Yesterday I attended a meeting with other like-minded individuals and this merry band of people got to discussing password management. There are a lot of different (and all equally valid) ways of managing your passwords and as I listened to some of these people describe their solutions it struck me, again, just how good I really do have it. I have to admit that once I switched over to 1Password and integrated it with Dropbox I’ve been spoiled rotten. The solution is such a perfect match that I stopped thinking about password management altogether, freeing me to concentrate on other things.
Then I heard about some of the things that my work peers have elected to do. One of them manages it with a password-protected Excel Spreadsheet and then uses Sysinternal’s SDELETE program to securely delete the file after he’s done using it. I sat there, stunned as I followed his description of the procedure that he has to follow and grinning-on-the-inside as others around the table brought up a series of criticisms of his procedure and pointing out pitfalls and the like. I sat back marvelling at 1Password, how I didn’t have to worry about any of this, and I discovered in that moment a hidden value to 1Password that just reinforces the perception of value that product has for me – I don’t have to think about this stuff anymore! It saves me time, brainpower, and attention-span. Just for that I couldn’t imagine not having 1Password in my digital life.

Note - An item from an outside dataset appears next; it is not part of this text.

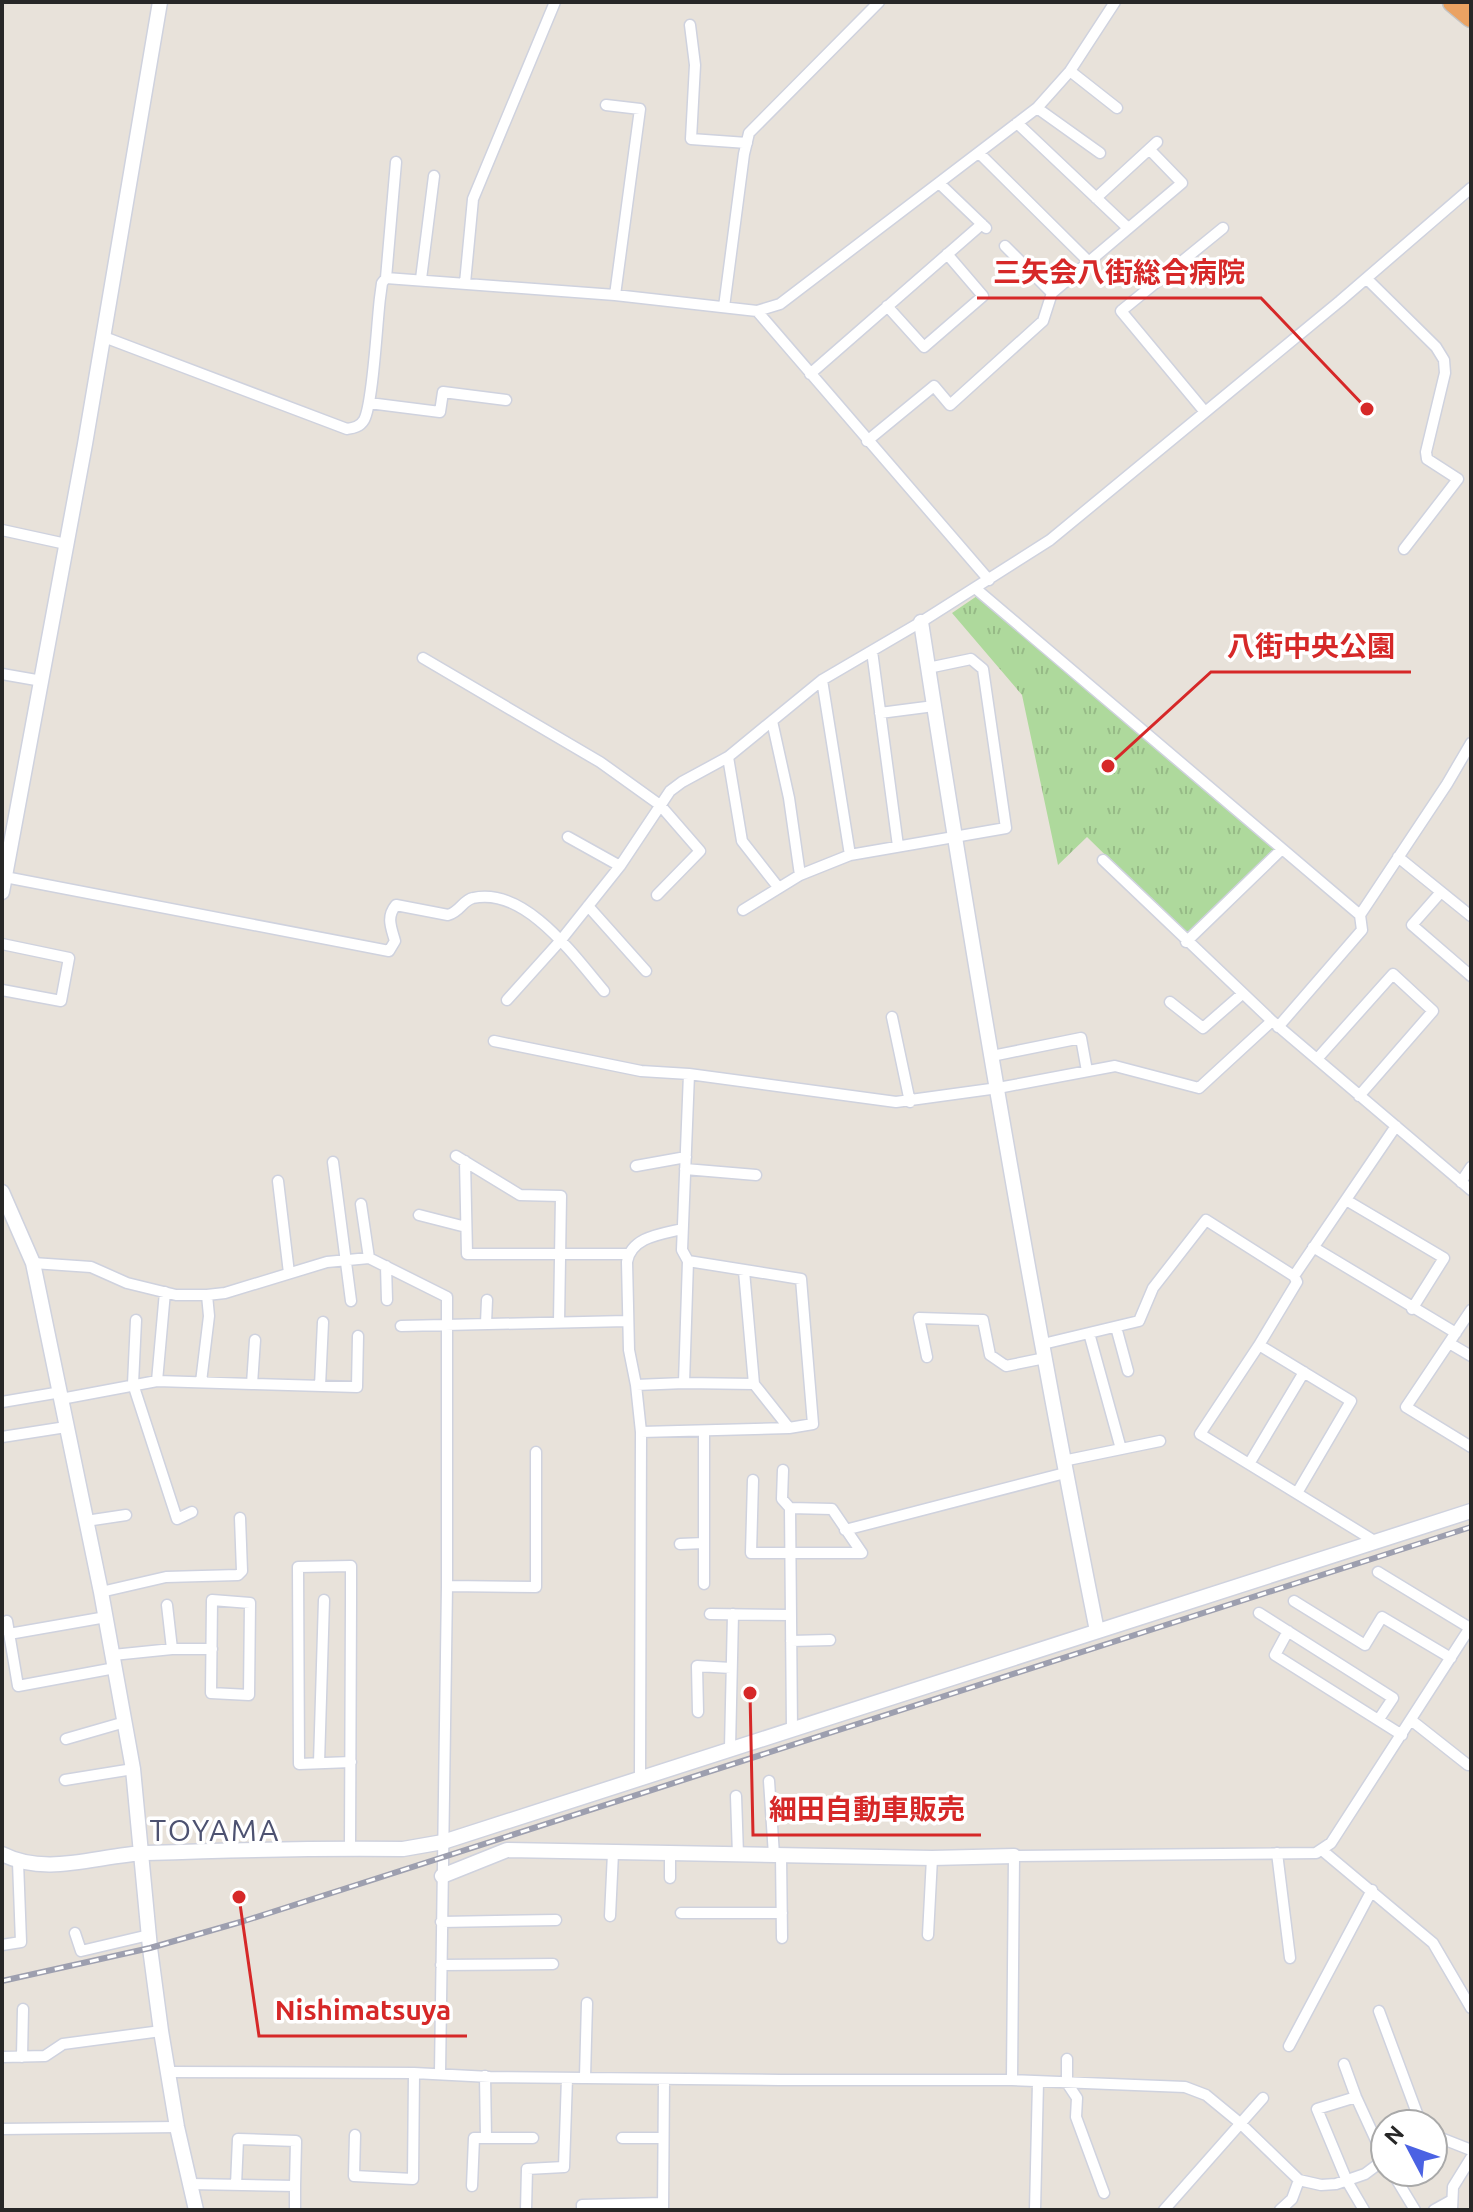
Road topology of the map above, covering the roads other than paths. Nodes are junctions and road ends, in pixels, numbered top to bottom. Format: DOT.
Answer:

All along this meeting I heard comments peppered throughout that all had to do with a paranoid fear of security loss by taking advantage of cloud services. This isn’t the first time I’ve come across this, it was the central axis that featured prominently in my Webmail Plus v. Google argument that I so spectacularly lost so many moons ago. People fear the cloud. They fear what these companies will do with the data once it’s entrusted to their care. This has always mystified me and left me speechless. Now, don’t get me wrong here, I’m not saying that it’s wise to simply put 50,000 Social Security Numbers in a plaintext file and send them right up to Dropbox, hell, I wouldn’t do that with Amazon S3 service or any other provider for that matter. But what I would do, and perhaps this is what boggles my mind, that people don’t already do this, is encrypt the data using AES. With the data in this format, even if the file security is compromised, without the password, what they have is just as good as noise.
This is where 1Password is great, the central database file is encrypted using AES, so I can put it up on Dropbox and then access it from every device I use that can reach the Dropbox service! This has saved me innumerable hours and a world full of worry. Even if one site is compromised I don’t have to worry because each site has its own unique 16 character random password assigned to it and managed through 1Password. I don’t even care if a site forces me to regularly change my password, because every new password will be a random 16 character entry from the password generator that is already in 1Password. I can’t express how much time, energy, and attention-span I’ve been able to save with using this product. When something like 1Password is built, and built well, I can’t help but rave about it. Everyone should be using this software, it would make everyone so much more secure.